L’AIDE JURIDICTIONNELLE

L’aide juridictionnelle est régie par les dispositions de la loi n° 91-647 du 10 juillet 1991 relative à l’aide juridique  et le décret n°91-1266 du 19 décembre 1991 portant application de ladite loi.

Elle permet aux personnes disposant de ressources inférieures à un plafond déterminé par décret ( cf décret n° 2016-11 du 12 janvier 2016 relatif au montant de l’aide juridictionnelle ) de bénéficier des services d’un avocat, d’un huissier de justice, d’un notaire etc sans lui verser de rémunération (aide juridictionnelle totale) ou en lui versant une rémunération limitée (aide juridictionnelle partielle), et de bénéficier gratuitement des prestations d’autres intervenants désignés par le tribunal (expert, enquêteur social etc).
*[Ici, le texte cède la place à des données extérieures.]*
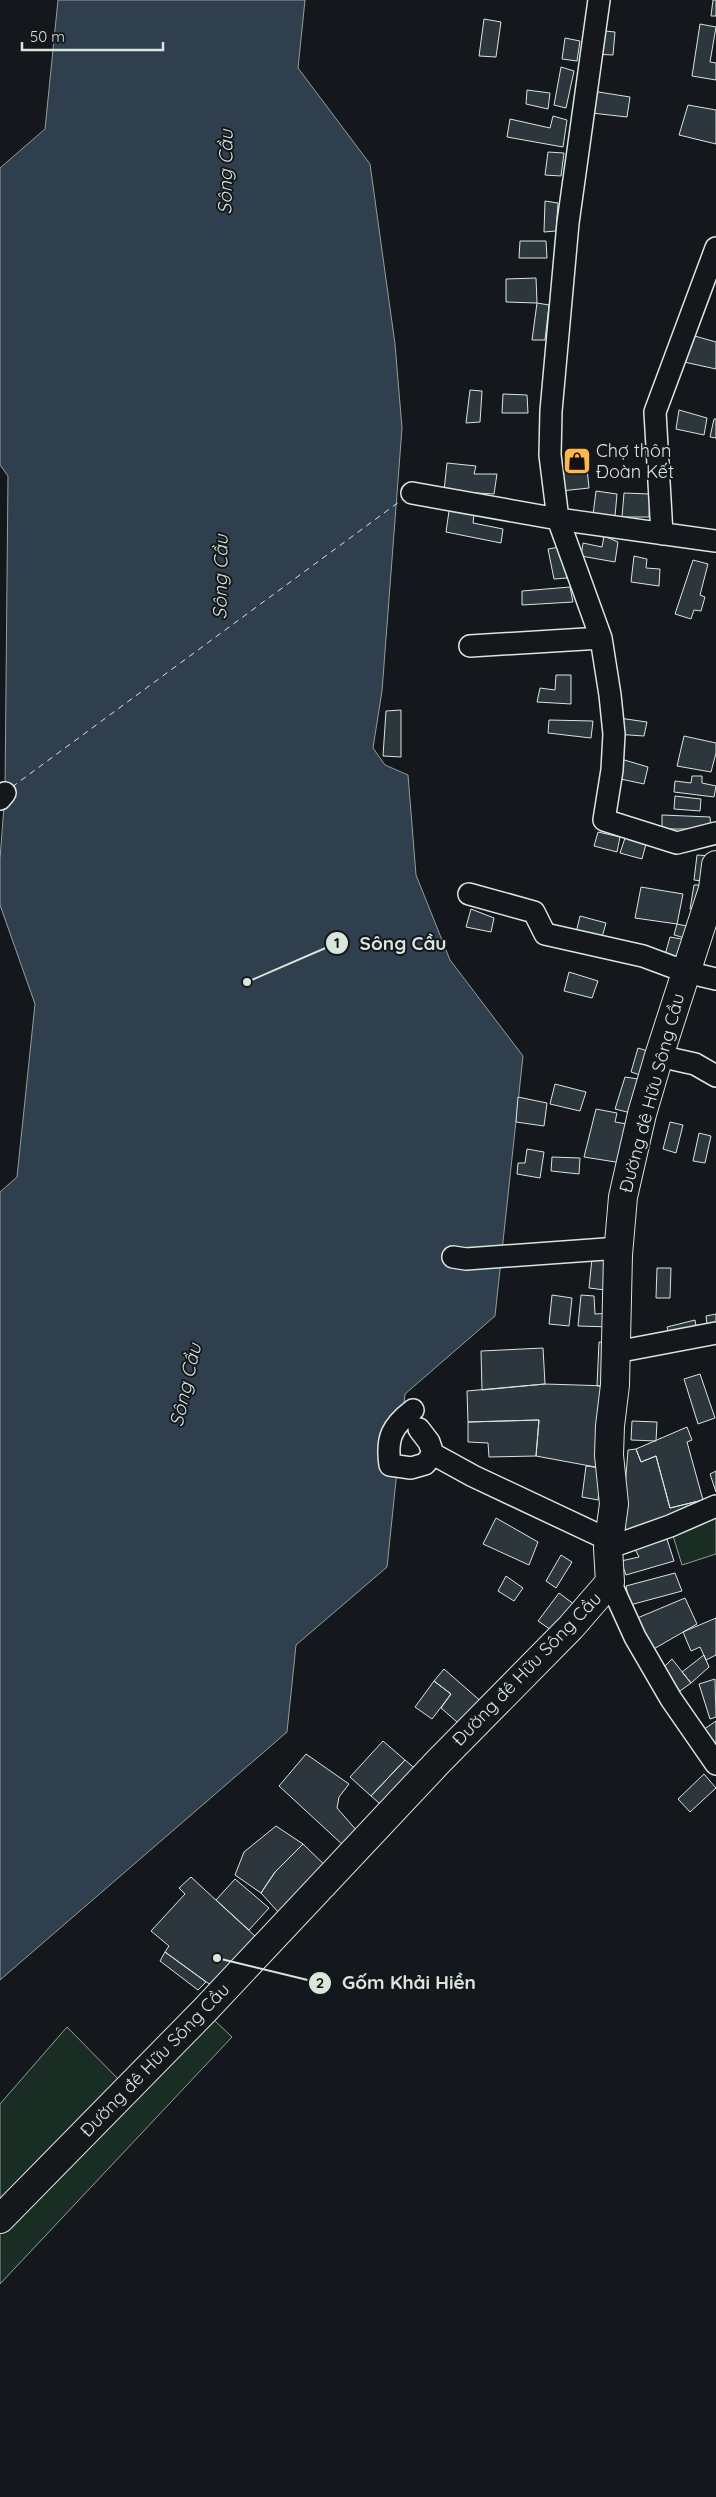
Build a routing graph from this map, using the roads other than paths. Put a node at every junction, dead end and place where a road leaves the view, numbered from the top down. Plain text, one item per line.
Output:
1 (599, 0) edge
2 (716, 248) edge
3 (412, 493) dead end
4 (558, 518) junction
5 (662, 534) junction
6 (716, 541) edge
7 (601, 638) junction
8 (470, 646) dead end
9 (716, 833) edge
10 (716, 865) edge
11 (469, 894) dead end
12 (686, 972) junction
13 (716, 979) edge
14 (659, 1056) junction
15 (716, 1076) edge
16 (619, 1248) junction
17 (453, 1257) dead end
18 (716, 1333) edge
19 (616, 1352) junction
20 (433, 1454) junction
21 (716, 1506) edge
22 (608, 1544) junction
23 (610, 1582) junction
24 (716, 1764) edge
25 (0, 2219) edge

1 - 4 street
2 - 5 street
3 - 4 street
4 - 5 street
4 - 7 street
5 - 6 street
7 - 8 street
7 - 9 street
10 - 12 main road, Đường đê Hữu Sông Cầu
11 - 12 street
12 - 13 street
12 - 14 main road, Đường đê Hữu Sông Cầu
14 - 15 street
14 - 16 main road, Đường đê Hữu Sông Cầu
16 - 17 street
16 - 19 main road, Đường đê Hữu Sông Cầu
18 - 19 street
19 - 22 main road, Đường đê Hữu Sông Cầu
20 - 20 street
20 - 22 street
21 - 22 street
22 - 23 main road, Đường đê Hữu Sông Cầu
23 - 24 street
23 - 25 main road, Đường đê Hữu Sông Cầu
Ces professionnels sont indemnisés par l’Etat.

En cas d’aide juridictionnelle partielle, des honoraires complémentaires devront être réglés à l’avocat. Une convention écrite et homologuée par le Bâtonnier fixe cet honoraire complémentaire.

L’aide juridictionnelle ne prend pas en charge les frais qui sont déjà couverts par un contrat d’assurance protection juridique (le cas échéant, le montant des frais pris en charge par l’assurance est déduit des sommes versées par l’Etat au titre de l’aide juridictionnelle).
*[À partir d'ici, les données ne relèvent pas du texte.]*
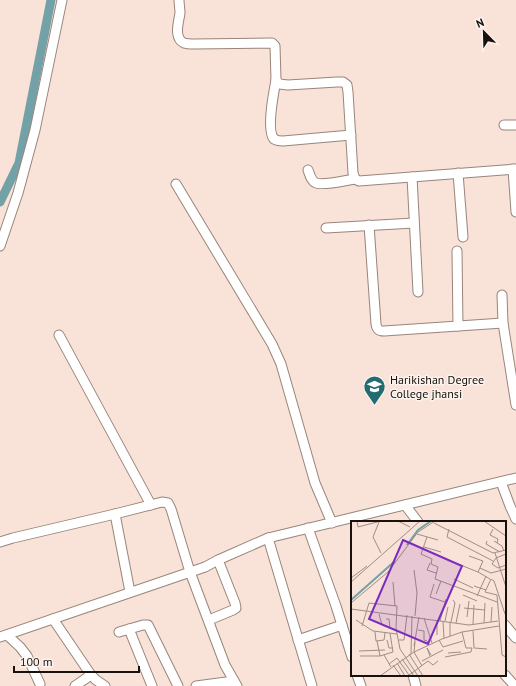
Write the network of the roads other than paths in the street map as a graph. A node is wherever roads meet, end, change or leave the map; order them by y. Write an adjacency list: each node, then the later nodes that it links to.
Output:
1 (62, 0): 18 (street)
2 (179, 0): 3 (street)
3 (276, 80): 6 (street); 6 (street)
4 (504, 125): 5 (street)
5 (516, 125)
6 (351, 135): 11 (street)
7 (515, 169): 9 (street); 13 (street)
8 (308, 170): 11 (street)
9 (458, 174): 10 (street); 17 (street)
10 (412, 177): 11 (street); 14 (street)
11 (355, 178)
12 (176, 184): 34 (street)
13 (516, 212)
14 (414, 223): 15 (street); 20 (street)
15 (369, 225): 16 (street); 23 (street)
16 (326, 228)
17 (463, 237)
18 (0, 246)
19 (457, 251): 23 (street)
20 (418, 292)
21 (502, 295): 22 (street)
22 (503, 323): 23 (street); 25 (street)
23 (458, 326)
24 (59, 335): 28 (street)
25 (516, 405)
26 (516, 478): 27 (street)
27 (501, 482): 29 (street); 32 (street)
28 (151, 505): 30 (street); 39 (street)
29 (405, 505): 31 (street); 33 (street)
30 (115, 514): 37 (street); 40 (street)
31 (366, 518): 34 (street)
32 (516, 519)
33 (417, 521)
34 (332, 523): 35 (street)
35 (308, 528): 36 (street); 43 (street)
36 (268, 538): 38 (street); 49 (street)
37 (0, 542)
38 (218, 560): 39 (street); 42 (street)
39 (190, 572): 40 (street); 42 (street)
40 (130, 592): 41 (street)
41 (53, 619): 47 (street); 51 (street)
42 (209, 620): 56 (street)
43 (342, 625): 49 (street); 50 (street)
44 (506, 626): 48 (street)
45 (129, 629): 46 (street); 59 (street); 60 (street)
46 (119, 632)
47 (3, 636): 55 (street)
48 (516, 638)
49 (298, 640): 62 (street)
50 (351, 654)
51 (91, 674): 57 (street); 58 (street)
52 (358, 676): 63 (street)
53 (413, 676): 64 (street)
54 (506, 676): 65 (street)
55 (40, 684)
56 (235, 684): 61 (street)
57 (75, 686)
58 (105, 686)
59 (152, 686)
60 (178, 686)
61 (196, 686)
62 (312, 686)
63 (361, 686)
64 (416, 686)
65 (515, 686)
L’aide juridictionnelle ne couvre pas les frais auxquels une partie peut éventuellement être condamnée (dépens, dommages-intérêts etc).

Les montants versés par l’Etat au titre de l’aide juridictionnelle peuvent être recouvrés, à l’issue de la procédure par le Trésor public à l’encontre de la partie perdante (si cette partie n’a pas elle-même bénéficié de l’aide juridictionnelle).